Evangelisches Dekanat Odenwald

275 Jahre Erbacher Stadtkirche

Querschiff liegt direkt an der Mümling

Erbach. Die Mümling ist in Erbach nicht schiffbar. Aber ein Querschiff steht dort dennoch seit 275 Jahren direkt am Fluss. Die evangelische Stadtkirche in Erbach, die in ihrer heutigen Gestalt 1750 fertiggestellt worden ist, hatte an derselben Stelle einen Vorgängerbau. Als die Gemeinde im achtzehnten Jahrhundert zahlenmäßig so angewachsen war, dass der Platz in der deutlich kleineren ehemaligen Kirche nicht mehr ausreichte, wurde auf Veranlassung von Graf Georg Wilhelm das heutige Gotteshaus erbaut. Der Grund dafür, dass sie anstelle eines sogenannten Langhauses, also eines länglichen Kirchenschiffs, über ein Querschiff verfügt, ist allerdings wohl nicht, wie zuweilen geschehen, theologisch zu deuten. "Eine Erweiterung in die andere Richtung war schlichtweg wegen der direkt angrenzenden Mümling nicht möglich, also blieb nur der Anbau nach links und rechts", erklärt Regina Stellwag, die Kirchenvorstandsvorsitzende der Erbacher Gemeinde.
Sicher ist freilich auch, dass die Kirche in einer Zeit erbaut worden ist, in der die Reformation hier längst eingeführt worden war. So ist manch andere Besonderheit der Architektur im Inneren dann wohl doch in theologischem Zusammenhang zu sehen: Es gibt etwa keinen Chorraum, und Altar, Kanzel und Orgel liegen in einer Flucht übereinander - typisch für viele explizit evangelische Gotteshäuser.

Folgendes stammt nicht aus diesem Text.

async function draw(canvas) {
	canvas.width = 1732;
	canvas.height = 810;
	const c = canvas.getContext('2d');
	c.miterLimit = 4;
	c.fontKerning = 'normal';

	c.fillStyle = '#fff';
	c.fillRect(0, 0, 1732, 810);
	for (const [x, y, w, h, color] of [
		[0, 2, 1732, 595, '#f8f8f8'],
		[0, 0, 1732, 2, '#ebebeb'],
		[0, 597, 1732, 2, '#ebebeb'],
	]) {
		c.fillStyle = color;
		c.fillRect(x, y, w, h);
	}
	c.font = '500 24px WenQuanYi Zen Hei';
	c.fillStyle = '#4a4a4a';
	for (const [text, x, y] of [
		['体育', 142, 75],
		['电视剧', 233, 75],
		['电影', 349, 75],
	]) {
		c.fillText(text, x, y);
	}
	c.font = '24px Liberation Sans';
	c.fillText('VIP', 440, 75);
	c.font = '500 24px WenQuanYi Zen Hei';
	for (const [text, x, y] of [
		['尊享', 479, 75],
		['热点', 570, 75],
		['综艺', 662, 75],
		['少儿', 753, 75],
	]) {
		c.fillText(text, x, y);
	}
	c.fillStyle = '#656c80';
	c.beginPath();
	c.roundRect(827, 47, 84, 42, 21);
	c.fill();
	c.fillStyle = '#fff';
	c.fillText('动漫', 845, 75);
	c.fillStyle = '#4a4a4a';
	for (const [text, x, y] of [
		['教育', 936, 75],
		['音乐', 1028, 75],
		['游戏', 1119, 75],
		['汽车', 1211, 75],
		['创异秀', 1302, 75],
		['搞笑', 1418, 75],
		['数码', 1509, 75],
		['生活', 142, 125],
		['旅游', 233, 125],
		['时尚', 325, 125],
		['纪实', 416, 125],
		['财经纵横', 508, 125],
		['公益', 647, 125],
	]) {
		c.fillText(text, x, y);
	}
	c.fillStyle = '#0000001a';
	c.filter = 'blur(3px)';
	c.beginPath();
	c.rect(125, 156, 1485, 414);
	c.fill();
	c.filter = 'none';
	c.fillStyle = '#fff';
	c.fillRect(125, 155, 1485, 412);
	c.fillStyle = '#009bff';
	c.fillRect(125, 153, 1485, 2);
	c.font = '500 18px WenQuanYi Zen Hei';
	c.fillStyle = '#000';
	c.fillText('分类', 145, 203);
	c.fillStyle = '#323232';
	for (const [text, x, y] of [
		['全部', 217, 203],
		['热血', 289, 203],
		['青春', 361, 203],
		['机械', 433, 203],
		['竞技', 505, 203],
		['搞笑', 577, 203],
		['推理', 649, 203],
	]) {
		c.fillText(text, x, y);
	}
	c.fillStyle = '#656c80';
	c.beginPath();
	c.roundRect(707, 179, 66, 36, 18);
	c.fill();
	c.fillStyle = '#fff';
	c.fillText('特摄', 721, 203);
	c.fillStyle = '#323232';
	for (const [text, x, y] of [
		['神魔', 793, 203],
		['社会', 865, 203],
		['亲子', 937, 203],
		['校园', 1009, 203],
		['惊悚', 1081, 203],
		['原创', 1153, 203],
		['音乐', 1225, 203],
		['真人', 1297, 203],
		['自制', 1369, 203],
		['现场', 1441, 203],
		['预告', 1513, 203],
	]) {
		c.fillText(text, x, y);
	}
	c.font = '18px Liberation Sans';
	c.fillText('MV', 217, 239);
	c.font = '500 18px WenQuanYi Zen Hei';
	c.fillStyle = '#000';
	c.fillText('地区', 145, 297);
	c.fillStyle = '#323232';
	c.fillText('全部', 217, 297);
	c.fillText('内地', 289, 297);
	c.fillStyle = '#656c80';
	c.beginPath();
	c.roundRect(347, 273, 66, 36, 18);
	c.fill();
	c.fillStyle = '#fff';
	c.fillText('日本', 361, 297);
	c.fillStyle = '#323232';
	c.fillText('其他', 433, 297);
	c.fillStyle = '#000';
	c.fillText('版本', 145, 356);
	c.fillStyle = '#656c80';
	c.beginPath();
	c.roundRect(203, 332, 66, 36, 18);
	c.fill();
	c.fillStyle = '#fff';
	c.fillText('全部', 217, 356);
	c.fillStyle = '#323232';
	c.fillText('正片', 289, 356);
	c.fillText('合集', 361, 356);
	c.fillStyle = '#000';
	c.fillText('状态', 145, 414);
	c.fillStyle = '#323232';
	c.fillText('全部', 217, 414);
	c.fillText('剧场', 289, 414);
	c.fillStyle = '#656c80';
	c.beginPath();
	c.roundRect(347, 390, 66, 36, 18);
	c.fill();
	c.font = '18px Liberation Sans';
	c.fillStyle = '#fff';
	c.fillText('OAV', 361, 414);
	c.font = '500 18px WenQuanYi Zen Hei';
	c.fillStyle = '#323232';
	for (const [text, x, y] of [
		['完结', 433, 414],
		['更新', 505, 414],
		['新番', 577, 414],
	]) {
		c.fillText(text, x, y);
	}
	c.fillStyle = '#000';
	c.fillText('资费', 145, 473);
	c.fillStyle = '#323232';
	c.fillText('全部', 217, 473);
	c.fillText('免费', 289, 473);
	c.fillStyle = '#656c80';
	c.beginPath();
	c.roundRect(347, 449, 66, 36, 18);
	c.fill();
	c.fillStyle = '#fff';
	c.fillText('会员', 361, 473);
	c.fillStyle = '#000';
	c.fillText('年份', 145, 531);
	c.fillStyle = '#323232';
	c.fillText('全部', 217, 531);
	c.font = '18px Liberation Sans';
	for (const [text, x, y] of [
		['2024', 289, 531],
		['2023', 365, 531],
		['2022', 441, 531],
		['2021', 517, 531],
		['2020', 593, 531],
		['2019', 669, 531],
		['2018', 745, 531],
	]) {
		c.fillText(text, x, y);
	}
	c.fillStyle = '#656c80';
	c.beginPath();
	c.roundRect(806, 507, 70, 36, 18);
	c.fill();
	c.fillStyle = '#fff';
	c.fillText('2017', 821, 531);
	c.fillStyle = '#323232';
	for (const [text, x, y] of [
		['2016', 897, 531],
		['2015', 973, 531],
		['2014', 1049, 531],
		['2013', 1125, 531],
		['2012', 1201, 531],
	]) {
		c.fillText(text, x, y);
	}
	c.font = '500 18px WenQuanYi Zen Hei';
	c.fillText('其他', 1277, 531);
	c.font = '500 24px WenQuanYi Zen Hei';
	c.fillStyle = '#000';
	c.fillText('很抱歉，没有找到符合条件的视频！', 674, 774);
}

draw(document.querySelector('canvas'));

Das halbrunde Jubiläum wird nun jedenfalls in Erbach gefeiert. Dazu gestaltet Pfarrer Christopher Kloß einen Abendgottesdienst, der am Samstag, 12. Juli, um 18 Uhr beginnt. Anschließend findet ein kleiner Empfang statt, bei dem auch Bilder aus der Geschichte der Kirche gezeigt werden sollen.

Der erwähnte Vorgängerbau stammte aus dem Jahr 1370 und war natürlich in dieser Zeit und auch noch lange danach eine katholische Kirche. Ihre Abmessungen entsprachen in etwa dem heutigen Altarraum. Bis 1497 gehörte die Gemeinde zu Michelstadt, wurde dann aber selbstständig. Ein Vierteljahrhundert später, 1747, wurde die alte Kirche abgerissen, und nach nur drei Jahren Bauzeit 1750 war der Neubau vollendet. "Der Hesse denkt nicht nur praktisch, er ist auch schnell", merkt Pfarrer Bert Rothermel hierzu an.
Lange Zeit gab es Regeln, die heute antiquiert anmuten: Die Frauen saßen beim Gottesdienst unten in der Kirche, die Männer auf der Empore. Für die gräfliche Familie gab es den Grafenstuhl auf Höhe der Kanzel und mit dem geraden Blick auf den predigenden Pfarrer. Über dem Grafenstuhl befand sich noch der sogenannte Beamtenstuhl.
Im Laufe der Jahrzehnte, ja Jahrhunderte, hat sich nicht nur die Sitzordnung geändert: Die markanten, den Kirchenraum prägenden Buntglasfenster kamen Ende des 19. Jahrhunderts hinzu, davor war normales Fensterglas eingebaut. Aus dem Jahr 1899 stammt die Sauer-Orgel, die bis heute erklingt. Ihr Gehäuse indessen ist deutlich älter, es stammt bereits von 1724 - also noch aus der Vorgängerkirche. 1911 bekam das Gotteshaus elektrisches Licht.

Und bald schon stehen wieder Arbeiten an: eine gründliche Innenrenovierung der Stadtkirche. Sie soll im Januar kommenden Jahres beginnen. Die Stufe zum Altar, die für manche Menschen auch eine Art Barriere darstellt, wird dabei verschwinden, ebenso einige Bänke. Heizung, Licht und Akustik werden erneuert, und der Innenraum bekommt einen frischen Anstrich. Auch ein Kirchencafé-Bereich soll entstehen, und der seitherige Grafenstuhl wird zu einem kleineren Andachtsraum innerhalb des Gotteshauses. "Bei dieser Gelegenheit wird dann auch die Orgel ausgebaut und überarbeitet", erklärt Regina Stellwag. Sie veranschlagt rund ein Jahr für die Arbeiten. "Während dieser Zeit sind wir das Wandernde Gottesvolk, das ja auch schon in der Bibel beschrieben wird", sagt Pfarrer Rothermel. Will heißen: Gottesdienste finden dann beispielsweise in der Kirche in Bullau, in Dorfgemeinschaftshäusern und in der warmen Jahreszeit unter freiem Himmel an der Not-Gottes-Kapelle im Brudergrund statt. Und auch die katholische Kirchengemeinde werde ihre Kirche St. Sophia den Glaubensgeschwistern öffnen, freut sich der Pfarrer.